Basically I think Pop Art has a simple message: "If treated properly anything can be art and art is not an elitist thing for only a select few to enjoy." The great thing that Pop Art did for the art world was to take the whole idea of what art was and make people realize that comic books, soup cans, album covers and all sorts of other things are just as beautiful and interesting as a Rembrant painting or a Turner landscape. Pop Art opened up a whole new dimension in art and forever changed the dialog about art... and it really pissed off and disturbed the entire art establishment in the late 1950s and early 1960s. The Art Establishemnt hated Pop Art but The People LOVED it which upset the status quo. It's even more apparent in Europe where they really love Pop Art and have embraced it even more than in America. Amercian don't trust art to begin with and art is not really part of the American mindset. But Eurpoeans think of art like money and bread and love - a basic component of everyday life and any kind of art is OK and great. Since pop art reflects the popular culture and every day objects it's very visble in Europe and in Asia where they are mad for Pop Art.

Is an inspiration for a piece always the same as what you want a viewer to get/feel after looking at that piece?

Probalby not. I get inspired to do a painting for any number of reasons: have to pay the rent, a particular image really strikes me, someone asks me to do a particular image, I see something that I know I can have fun with, etc. so I never know where or when the muse will strike me. I paint pretty much every day so its kind of an ongoing thing and I always have a stack of sketch books full of stuff that I want to paint.
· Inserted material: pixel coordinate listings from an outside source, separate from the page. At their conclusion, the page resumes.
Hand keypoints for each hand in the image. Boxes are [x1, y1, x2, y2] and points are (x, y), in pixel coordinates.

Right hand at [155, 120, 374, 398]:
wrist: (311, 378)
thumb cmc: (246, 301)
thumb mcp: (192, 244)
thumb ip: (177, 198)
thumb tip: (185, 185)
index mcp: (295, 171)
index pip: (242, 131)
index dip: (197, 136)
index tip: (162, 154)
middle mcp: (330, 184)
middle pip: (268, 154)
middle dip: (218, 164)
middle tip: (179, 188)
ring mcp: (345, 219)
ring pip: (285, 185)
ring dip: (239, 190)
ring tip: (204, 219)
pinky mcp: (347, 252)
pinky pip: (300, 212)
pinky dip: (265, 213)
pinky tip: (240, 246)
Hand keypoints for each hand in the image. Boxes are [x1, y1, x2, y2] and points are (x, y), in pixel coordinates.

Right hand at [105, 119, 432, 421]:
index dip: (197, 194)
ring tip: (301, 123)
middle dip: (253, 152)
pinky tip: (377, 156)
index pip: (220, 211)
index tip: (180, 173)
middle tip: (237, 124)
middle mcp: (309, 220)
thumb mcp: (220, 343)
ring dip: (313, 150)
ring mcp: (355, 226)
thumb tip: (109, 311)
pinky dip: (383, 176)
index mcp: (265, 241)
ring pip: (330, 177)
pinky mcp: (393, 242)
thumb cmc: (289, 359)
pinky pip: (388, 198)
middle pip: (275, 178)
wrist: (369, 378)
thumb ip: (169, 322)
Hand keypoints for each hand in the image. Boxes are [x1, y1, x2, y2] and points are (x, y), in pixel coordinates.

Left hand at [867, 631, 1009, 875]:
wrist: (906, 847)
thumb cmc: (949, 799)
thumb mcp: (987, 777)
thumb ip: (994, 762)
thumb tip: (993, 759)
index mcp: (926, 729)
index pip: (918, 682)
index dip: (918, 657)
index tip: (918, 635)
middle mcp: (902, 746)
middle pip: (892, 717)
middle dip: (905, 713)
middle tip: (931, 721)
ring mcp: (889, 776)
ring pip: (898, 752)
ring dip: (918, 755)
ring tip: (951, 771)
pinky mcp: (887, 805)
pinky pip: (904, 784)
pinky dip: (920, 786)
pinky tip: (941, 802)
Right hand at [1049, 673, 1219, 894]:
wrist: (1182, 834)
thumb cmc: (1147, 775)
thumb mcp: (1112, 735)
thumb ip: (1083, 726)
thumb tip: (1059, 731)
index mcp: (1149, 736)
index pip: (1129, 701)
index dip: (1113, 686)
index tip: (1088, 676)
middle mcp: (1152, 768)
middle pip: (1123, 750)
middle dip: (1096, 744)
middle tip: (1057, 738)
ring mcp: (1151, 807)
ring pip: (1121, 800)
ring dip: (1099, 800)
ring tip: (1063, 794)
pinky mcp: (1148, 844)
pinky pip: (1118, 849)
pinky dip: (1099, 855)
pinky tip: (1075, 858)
What are your general thoughts on the pop art movement?

Pop Art was the most important movement in the 20th century. It altered the landscape of the art world and brought the masses back to art. When pop art hit the scene it was the beginnig of the 60s cultural renassaince that lasted for a little over a decade and touched on every aspect of life from art, music, movies, literature, politics, religion, education - literally everything underwent a rethinking and reinvention. Pop art was both part of the fuel for that time and part of the reaction to it.

How did you get interested in pop art?

Well I was a kid learning to draw by copying the comics from the newspapers when I started hearing rumblings about soup cans and such. My parents were not the least bit interested in art - then or now - and for me to have heard about pop art meant that it was causing quite an uproar in the culture. For some reason, and I can't remember why, my junior high school class went to the Albright Knox art museum in Buffalo, NY to see the very first traveling pop art show and when I walked in and saw Dick Tracy and soup cans my life changed on the spot. I remember to this day feeling like I had been hit by lightening. I knew right then and there that I was part of it all. By the time I got to art school in 1966 I was already on my way and working in the pop art genre and I never stopped.

What classifies something as pop art?

Good question and one with a lot of different answers. My personal feeling is that pop art reflects the world around us with a style and presentation that makes you see the familiar in a new way. A realistic life size bronze sculpture of a pear is not pop art. An 18" plastic lamp made to look like a pear is pop art. Pop art takes the familiar and redefines it in terms of size, color, position and presentation.